Extracted data =>

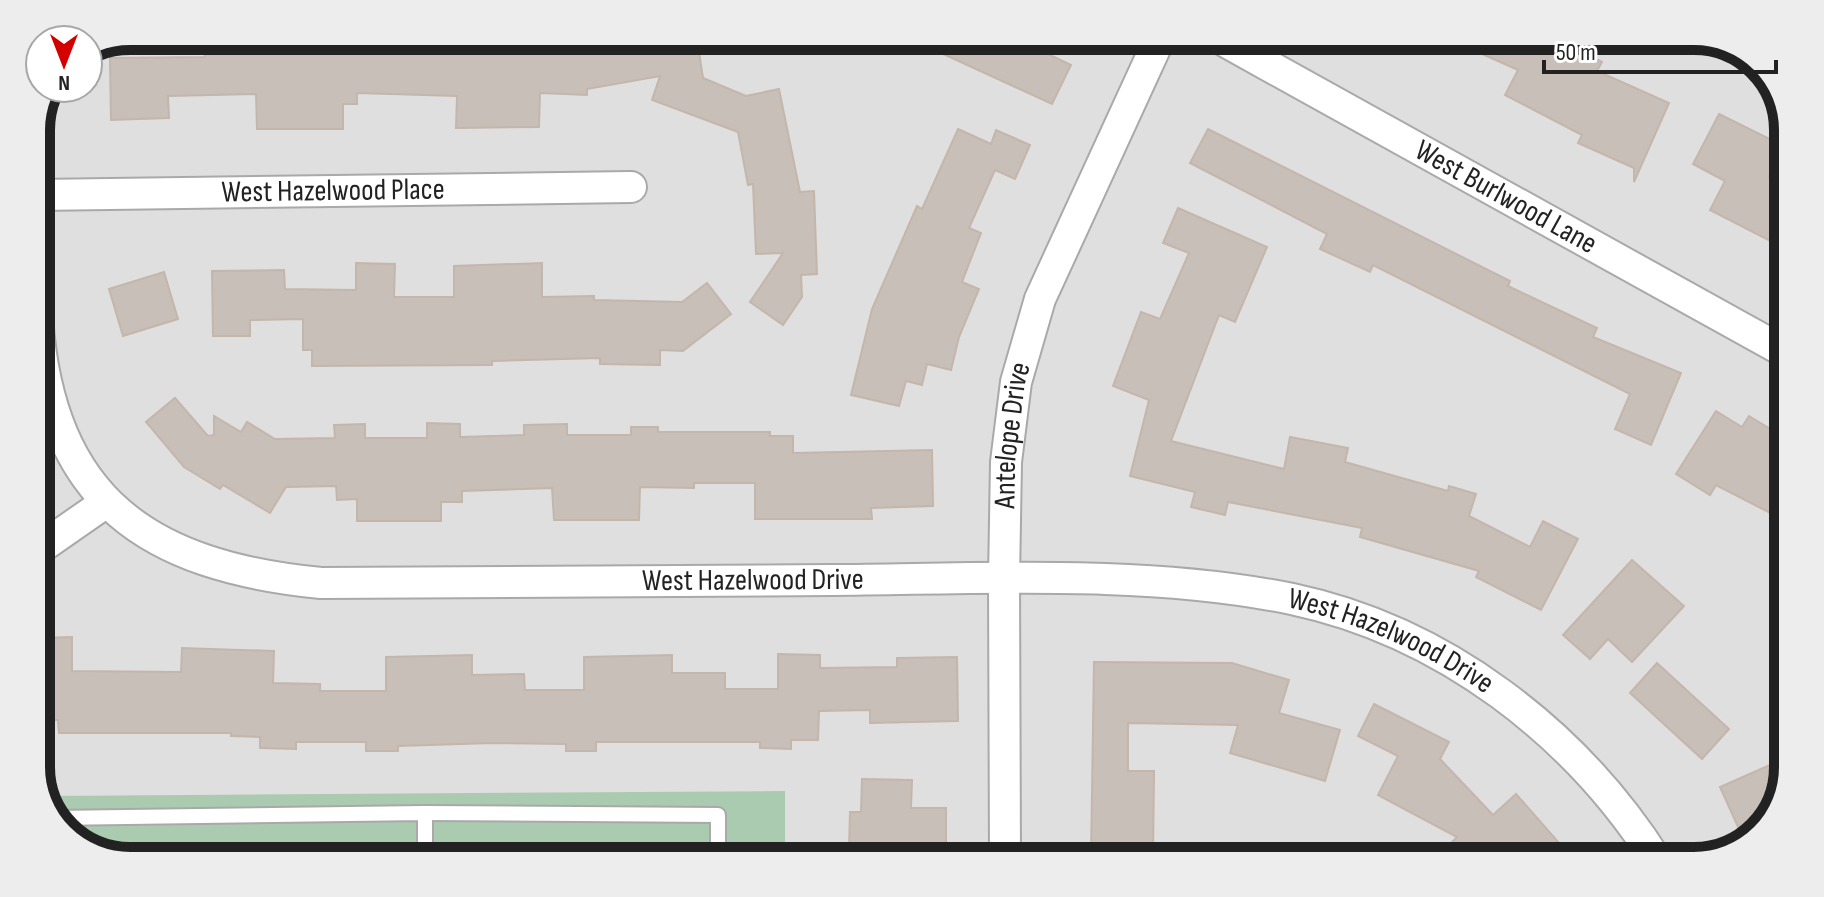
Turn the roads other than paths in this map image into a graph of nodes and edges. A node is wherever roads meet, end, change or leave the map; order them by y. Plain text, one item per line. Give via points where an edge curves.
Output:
1 (1154, 50) edge
2 (1240, 50) edge
3 (631, 187) dead end
4 (50, 195) edge
5 (1774, 346) edge
6 (50, 395) edge
7 (105, 503) junction
8 (50, 541) edge
9 (1004, 579) junction
10 (425, 813) junction
11 (69, 819) edge
12 (425, 847) edge
13 (718, 847) edge
14 (1005, 847) edge
15 (1647, 847) edge

1 - 9 street, Antelope Drive via 1040,299 1024,346 1006,462
2 - 5 street, West Burlwood Lane
3 - 4 street, West Hazelwood Place
6 - 7 street, West Hazelwood Drive via 67,443
7 - 8 street
7 - 9 street, West Hazelwood Drive via 121,519 191,555 274,579 321,583
9 - 14 street, Antelope Drive
9 - 15 street, West Hazelwood Drive via 1236,590 1295,600 1413,641 1499,692 1567,749
10 - 11 lane
10 - 12 lane
10 - 13 lane via 718,815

The task =>
The required output is every line of the data above, set down exactly and stripped of pictures.

Solution to the problem =>
Turn the roads other than paths in this map image into a graph of nodes and edges. A node is wherever roads meet, end, change or leave the map; order them by y. Plain text, one item per line. Give via points where an edge curves.
Output:
1 (1154, 50) edge
2 (1240, 50) edge
3 (631, 187) dead end
4 (50, 195) edge
5 (1774, 346) edge
6 (50, 395) edge
7 (105, 503) junction
8 (50, 541) edge
9 (1004, 579) junction
10 (425, 813) junction
11 (69, 819) edge
12 (425, 847) edge
13 (718, 847) edge
14 (1005, 847) edge
15 (1647, 847) edge

1 - 9 street, Antelope Drive via 1040,299 1024,346 1006,462
2 - 5 street, West Burlwood Lane
3 - 4 street, West Hazelwood Place
6 - 7 street, West Hazelwood Drive via 67,443
7 - 8 street
7 - 9 street, West Hazelwood Drive via 121,519 191,555 274,579 321,583
9 - 14 street, Antelope Drive
9 - 15 street, West Hazelwood Drive via 1236,590 1295,600 1413,641 1499,692 1567,749
10 - 11 lane
10 - 12 lane
10 - 13 lane via 718,815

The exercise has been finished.